Reye’s syndrome may progress to coma. As the coma deepens, seizures develop, followed by decreased tendon reflexes and, commonly, respiratory failure.
Increased ICP, a serious complication, results from cerebral edema. Such edema may develop as a result of acidosis, increased cerebral metabolic rate, or an impaired autoregulatory mechanism.

Diagnosis
  • Early diagnosis and treatment improves chances of recovery. A history of a recent viral disorder with typical signs and symptoms strongly suggests Reye’s syndrome. An increased serum ammonia level, abnormal clotting studies, and hepatic dysfunction confirm it.
  • Testing the serum salicylate level rules out aspirin overdose. Absence of jaundice, despite increased liver transaminase levels, rules out acute hepatic failure and hepatic encephalopathy.
  • Abnormal test results may include the following:
  • Liver-function studies show aspartate aminotransferase and alanine aminotransferase levels elevated to twice normal; bilirubin level is usually normal.
  • Liver biopsy reveals fatty droplets uniformly distributed throughout cells.
  • Cerebrospinal fluid (CSF) analysis reveals a white blood cell count of less than 10; with coma, CSF pressure increases.

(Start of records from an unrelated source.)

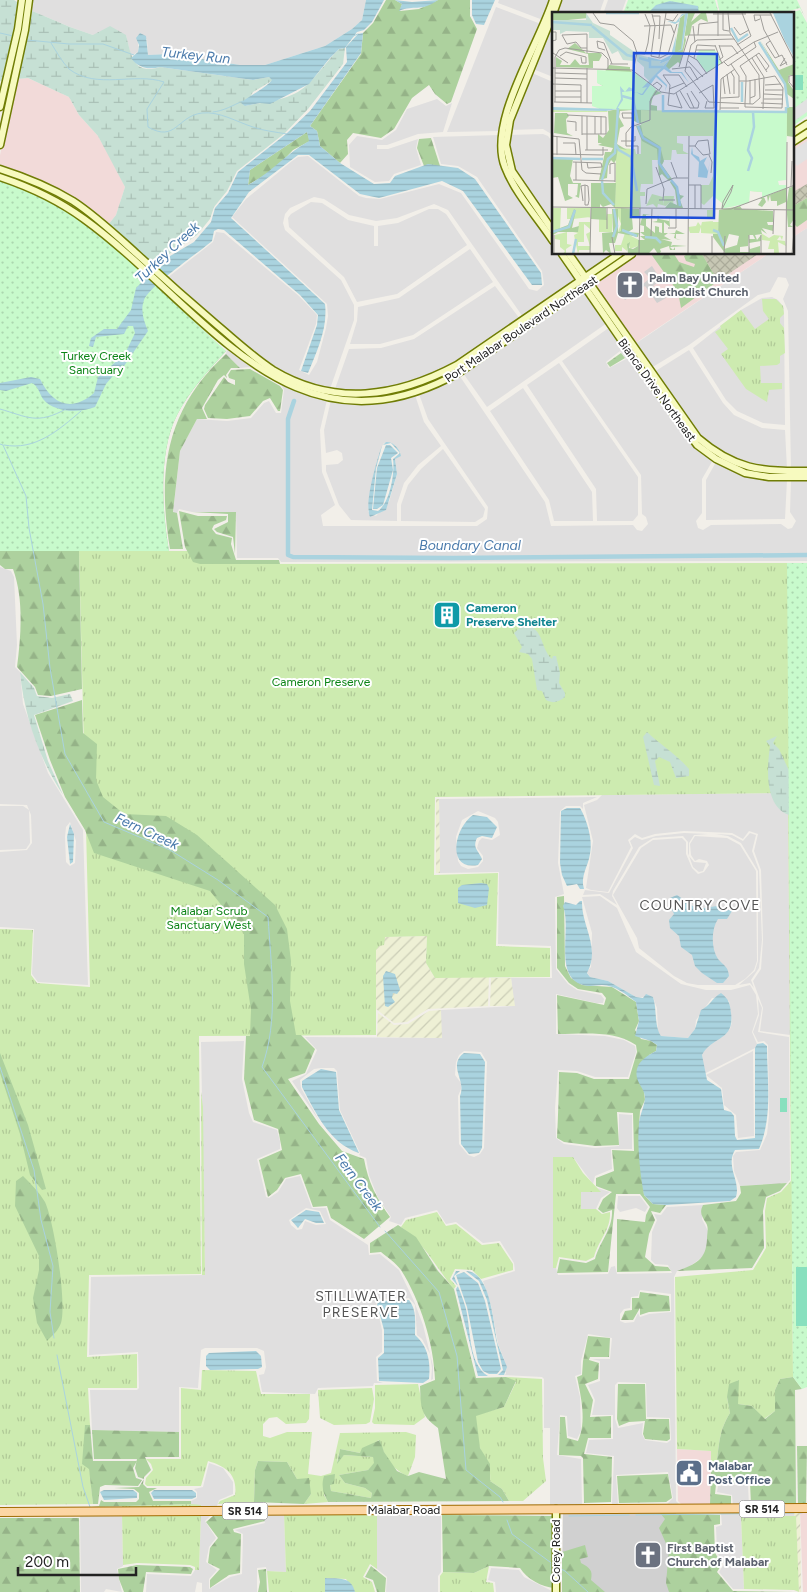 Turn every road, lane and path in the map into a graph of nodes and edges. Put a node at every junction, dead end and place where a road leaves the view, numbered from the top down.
1 (22, 0) edge
2 (29, 0) edge
3 (553, 0) edge
4 (558, 0) edge
5 (554, 12) edge
6 (552, 16) edge
7 (0, 107) edge
8 (807, 126) edge
9 (799, 134) edge
10 (0, 145) edge
11 (0, 169) edge
12 (0, 176) edge
13 (552, 230) edge
14 (552, 240) edge
15 (563, 255) edge
16 (570, 255) edge
17 (617, 255) edge
18 (631, 255) edge
19 (139, 261) junction
20 (582, 278) junction
21 (588, 285) junction
22 (169, 287) junction
23 (807, 471) edge
24 (807, 477) edge
25 (807, 1508) edge
26 (556, 1510) junction
27 (0, 1512) edge
28 (556, 1592) edge

1 - 7 street
2 - 10 street
3 - 14 street
4 - 5 street
6 - 13 street
8 - 9 street
11 - 19 street, Port Malabar Boulevard Northeast
12 - 19 street, Port Malabar Boulevard Northeast
15 - 20 street
16 - 20 street
17 - 20 street, Port Malabar Boulevard Northeast
18 - 21 street, Port Malabar Boulevard Northeast
19 - 22 street, Port Malabar Boulevard Northeast
20 - 21 street
20 - 22 street, Port Malabar Boulevard Northeast
21 - 22 street, Port Malabar Boulevard Northeast
21 - 23 street, Bianca Drive Northeast
21 - 24 street, Bianca Drive Northeast
25 - 26 main road, Malabar Road / SR 514
26 - 27 main road, Malabar Road / SR 514
26 - 28 street, Corey Road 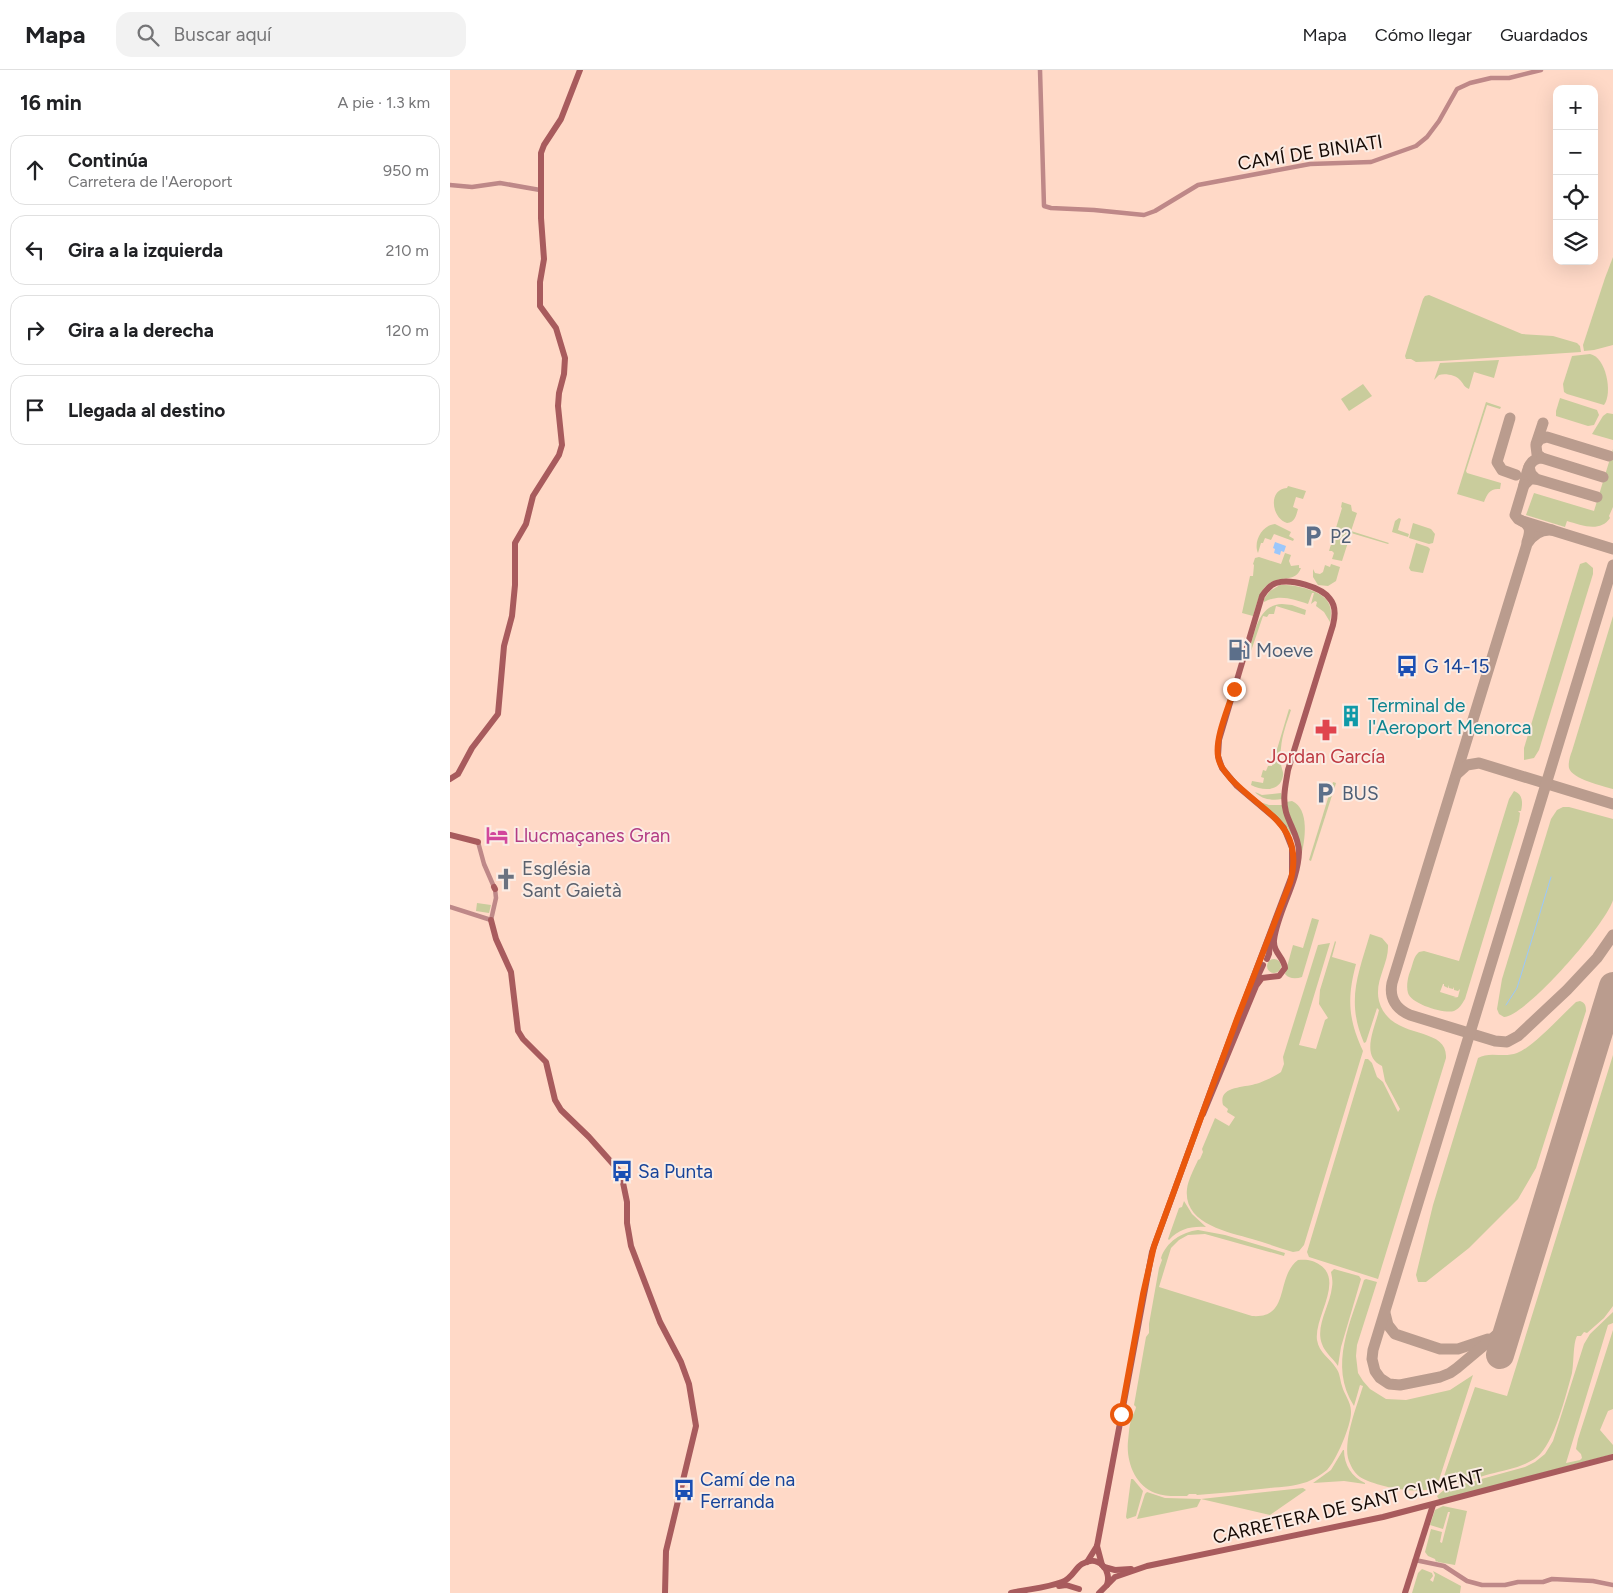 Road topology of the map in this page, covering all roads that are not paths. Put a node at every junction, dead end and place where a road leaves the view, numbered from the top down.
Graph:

  • Coagulation studies result in prolonged prothrombin and partial thromboplastin times.
  • Blood values show elevated serum ammonia levels; normal or, in 15% of cases, low serum glucose levels; and increased serum fatty acid and lactate levels.
Treatment
Reye's syndrome is usually treated in the hospital. Severe cases may be treated in the intensive care unit. It is important to closely monitor the child's blood pressure and other vital signs. Specific treatment may include:
  • Intravenous fluids. Glucose and an electrolyte solution may be given through an intravenous (IV) line.
  • Diuretics. These medications may be used to decrease intracranial pressure and increase fluid loss through urination.
  • Medications to prevent bleeding. Bleeding due to liver abnormalities may require treatment with vitamin K, plasma and platelets.
In Serious cases if the child has trouble breathing, he or she may need assistance from a breathing machine (ventilator).

Prognosis
The prognosis depends on the severity of central nervous system depression. Previously, mortality was as high as 90%. Today, ICP monitoring and, consequently, early treatment of increased ICP, along with other treatment measures, have cut mortality to about 20%. Death is usually a result of cerebral edema or respiratory arrest. Comatose patients who survive may have residual brain damage.